Problem description
Restate the listing exactly and in full.

Extracted material

===============

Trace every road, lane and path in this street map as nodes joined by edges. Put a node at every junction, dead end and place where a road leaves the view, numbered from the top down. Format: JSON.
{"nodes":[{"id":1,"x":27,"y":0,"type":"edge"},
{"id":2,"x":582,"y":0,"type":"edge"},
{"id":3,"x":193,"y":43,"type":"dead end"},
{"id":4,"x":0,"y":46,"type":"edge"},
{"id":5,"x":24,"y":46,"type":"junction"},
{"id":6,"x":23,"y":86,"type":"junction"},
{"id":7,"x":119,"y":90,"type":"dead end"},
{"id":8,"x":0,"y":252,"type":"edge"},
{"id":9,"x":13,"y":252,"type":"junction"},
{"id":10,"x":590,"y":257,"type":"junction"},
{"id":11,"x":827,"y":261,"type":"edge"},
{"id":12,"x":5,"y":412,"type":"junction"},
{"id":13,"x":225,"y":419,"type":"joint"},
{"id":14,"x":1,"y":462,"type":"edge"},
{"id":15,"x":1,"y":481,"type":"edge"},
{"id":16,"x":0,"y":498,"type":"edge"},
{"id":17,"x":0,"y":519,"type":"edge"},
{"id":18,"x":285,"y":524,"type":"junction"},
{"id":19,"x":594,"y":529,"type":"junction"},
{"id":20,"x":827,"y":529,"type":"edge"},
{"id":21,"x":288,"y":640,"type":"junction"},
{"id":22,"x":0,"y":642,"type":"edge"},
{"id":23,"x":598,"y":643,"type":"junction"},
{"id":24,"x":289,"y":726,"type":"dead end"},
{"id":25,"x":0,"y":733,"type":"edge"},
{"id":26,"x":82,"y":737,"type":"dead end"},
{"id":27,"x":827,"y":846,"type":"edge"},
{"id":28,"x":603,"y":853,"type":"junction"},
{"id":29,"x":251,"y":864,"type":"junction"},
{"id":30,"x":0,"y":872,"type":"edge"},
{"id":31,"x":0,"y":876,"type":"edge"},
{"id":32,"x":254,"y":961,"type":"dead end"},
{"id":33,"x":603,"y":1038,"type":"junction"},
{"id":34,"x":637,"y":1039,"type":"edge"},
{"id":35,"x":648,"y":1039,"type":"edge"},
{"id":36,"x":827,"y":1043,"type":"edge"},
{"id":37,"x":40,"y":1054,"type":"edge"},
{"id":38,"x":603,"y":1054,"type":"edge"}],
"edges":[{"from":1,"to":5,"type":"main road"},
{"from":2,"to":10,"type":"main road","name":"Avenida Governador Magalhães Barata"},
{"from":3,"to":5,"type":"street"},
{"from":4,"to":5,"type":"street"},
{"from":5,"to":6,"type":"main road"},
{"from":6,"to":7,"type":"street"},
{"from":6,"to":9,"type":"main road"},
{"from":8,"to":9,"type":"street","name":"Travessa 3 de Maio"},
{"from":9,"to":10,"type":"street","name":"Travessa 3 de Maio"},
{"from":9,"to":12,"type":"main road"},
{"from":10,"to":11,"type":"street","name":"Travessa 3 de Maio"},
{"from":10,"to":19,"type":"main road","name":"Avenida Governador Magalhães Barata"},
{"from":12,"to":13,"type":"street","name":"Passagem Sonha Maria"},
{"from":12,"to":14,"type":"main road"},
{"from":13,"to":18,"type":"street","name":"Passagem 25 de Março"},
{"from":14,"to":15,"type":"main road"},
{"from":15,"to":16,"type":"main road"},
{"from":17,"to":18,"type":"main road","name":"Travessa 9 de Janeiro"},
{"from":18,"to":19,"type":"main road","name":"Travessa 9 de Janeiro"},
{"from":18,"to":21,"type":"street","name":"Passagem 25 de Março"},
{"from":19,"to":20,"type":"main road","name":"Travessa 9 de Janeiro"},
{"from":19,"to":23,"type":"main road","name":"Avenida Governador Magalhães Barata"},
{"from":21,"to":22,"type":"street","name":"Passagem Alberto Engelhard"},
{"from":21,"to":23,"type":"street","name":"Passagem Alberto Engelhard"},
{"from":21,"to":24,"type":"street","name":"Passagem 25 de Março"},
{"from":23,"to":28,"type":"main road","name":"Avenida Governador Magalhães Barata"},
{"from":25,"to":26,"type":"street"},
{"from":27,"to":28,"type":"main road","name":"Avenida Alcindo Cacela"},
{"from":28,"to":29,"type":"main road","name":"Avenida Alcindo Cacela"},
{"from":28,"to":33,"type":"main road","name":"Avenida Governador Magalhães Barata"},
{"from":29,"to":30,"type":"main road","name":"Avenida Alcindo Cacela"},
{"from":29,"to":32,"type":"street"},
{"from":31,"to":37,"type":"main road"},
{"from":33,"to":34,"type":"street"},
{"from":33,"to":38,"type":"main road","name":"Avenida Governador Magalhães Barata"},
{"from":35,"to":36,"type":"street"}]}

===============

Response for this exercise
Trace every road, lane and path in this street map as nodes joined by edges. Put a node at every junction, dead end and place where a road leaves the view, numbered from the top down. Format: JSON.
{"nodes":[{"id":1,"x":27,"y":0,"type":"edge"},
{"id":2,"x":582,"y":0,"type":"edge"},
{"id":3,"x":193,"y":43,"type":"dead end"},
{"id":4,"x":0,"y":46,"type":"edge"},
{"id":5,"x":24,"y":46,"type":"junction"},
{"id":6,"x":23,"y":86,"type":"junction"},
{"id":7,"x":119,"y":90,"type":"dead end"},
{"id":8,"x":0,"y":252,"type":"edge"},
{"id":9,"x":13,"y":252,"type":"junction"},
{"id":10,"x":590,"y":257,"type":"junction"},
{"id":11,"x":827,"y":261,"type":"edge"},
{"id":12,"x":5,"y":412,"type":"junction"},
{"id":13,"x":225,"y":419,"type":"joint"},
{"id":14,"x":1,"y":462,"type":"edge"},
{"id":15,"x":1,"y":481,"type":"edge"},
{"id":16,"x":0,"y":498,"type":"edge"},
{"id":17,"x":0,"y":519,"type":"edge"},
{"id":18,"x":285,"y":524,"type":"junction"},
{"id":19,"x":594,"y":529,"type":"junction"},
{"id":20,"x":827,"y":529,"type":"edge"},
{"id":21,"x":288,"y":640,"type":"junction"},
{"id":22,"x":0,"y":642,"type":"edge"},
{"id":23,"x":598,"y":643,"type":"junction"},
{"id":24,"x":289,"y":726,"type":"dead end"},
{"id":25,"x":0,"y":733,"type":"edge"},
{"id":26,"x":82,"y":737,"type":"dead end"},
{"id":27,"x":827,"y":846,"type":"edge"},
{"id":28,"x":603,"y":853,"type":"junction"},
{"id":29,"x":251,"y":864,"type":"junction"},
{"id":30,"x":0,"y":872,"type":"edge"},
{"id":31,"x":0,"y":876,"type":"edge"},
{"id":32,"x":254,"y":961,"type":"dead end"},
{"id":33,"x":603,"y":1038,"type":"junction"},
{"id":34,"x":637,"y":1039,"type":"edge"},
{"id":35,"x":648,"y":1039,"type":"edge"},
{"id":36,"x":827,"y":1043,"type":"edge"},
{"id":37,"x":40,"y":1054,"type":"edge"},
{"id":38,"x":603,"y":1054,"type":"edge"}],
"edges":[{"from":1,"to":5,"type":"main road"},
{"from":2,"to":10,"type":"main road","name":"Avenida Governador Magalhães Barata"},
{"from":3,"to":5,"type":"street"},
{"from":4,"to":5,"type":"street"},
{"from":5,"to":6,"type":"main road"},
{"from":6,"to":7,"type":"street"},
{"from":6,"to":9,"type":"main road"},
{"from":8,"to":9,"type":"street","name":"Travessa 3 de Maio"},
{"from":9,"to":10,"type":"street","name":"Travessa 3 de Maio"},
{"from":9,"to":12,"type":"main road"},
{"from":10,"to":11,"type":"street","name":"Travessa 3 de Maio"},
{"from":10,"to":19,"type":"main road","name":"Avenida Governador Magalhães Barata"},
{"from":12,"to":13,"type":"street","name":"Passagem Sonha Maria"},
{"from":12,"to":14,"type":"main road"},
{"from":13,"to":18,"type":"street","name":"Passagem 25 de Março"},
{"from":14,"to":15,"type":"main road"},
{"from":15,"to":16,"type":"main road"},
{"from":17,"to":18,"type":"main road","name":"Travessa 9 de Janeiro"},
{"from":18,"to":19,"type":"main road","name":"Travessa 9 de Janeiro"},
{"from":18,"to":21,"type":"street","name":"Passagem 25 de Março"},
{"from":19,"to":20,"type":"main road","name":"Travessa 9 de Janeiro"},
{"from":19,"to":23,"type":"main road","name":"Avenida Governador Magalhães Barata"},
{"from":21,"to":22,"type":"street","name":"Passagem Alberto Engelhard"},
{"from":21,"to":23,"type":"street","name":"Passagem Alberto Engelhard"},
{"from":21,"to":24,"type":"street","name":"Passagem 25 de Março"},
{"from":23,"to":28,"type":"main road","name":"Avenida Governador Magalhães Barata"},
{"from":25,"to":26,"type":"street"},
{"from":27,"to":28,"type":"main road","name":"Avenida Alcindo Cacela"},
{"from":28,"to":29,"type":"main road","name":"Avenida Alcindo Cacela"},
{"from":28,"to":33,"type":"main road","name":"Avenida Governador Magalhães Barata"},
{"from":29,"to":30,"type":"main road","name":"Avenida Alcindo Cacela"},
{"from":29,"to":32,"type":"street"},
{"from":31,"to":37,"type":"main road"},
{"from":33,"to":34,"type":"street"},
{"from":33,"to":38,"type":"main road","name":"Avenida Governador Magalhães Barata"},
{"from":35,"to":36,"type":"street"}]}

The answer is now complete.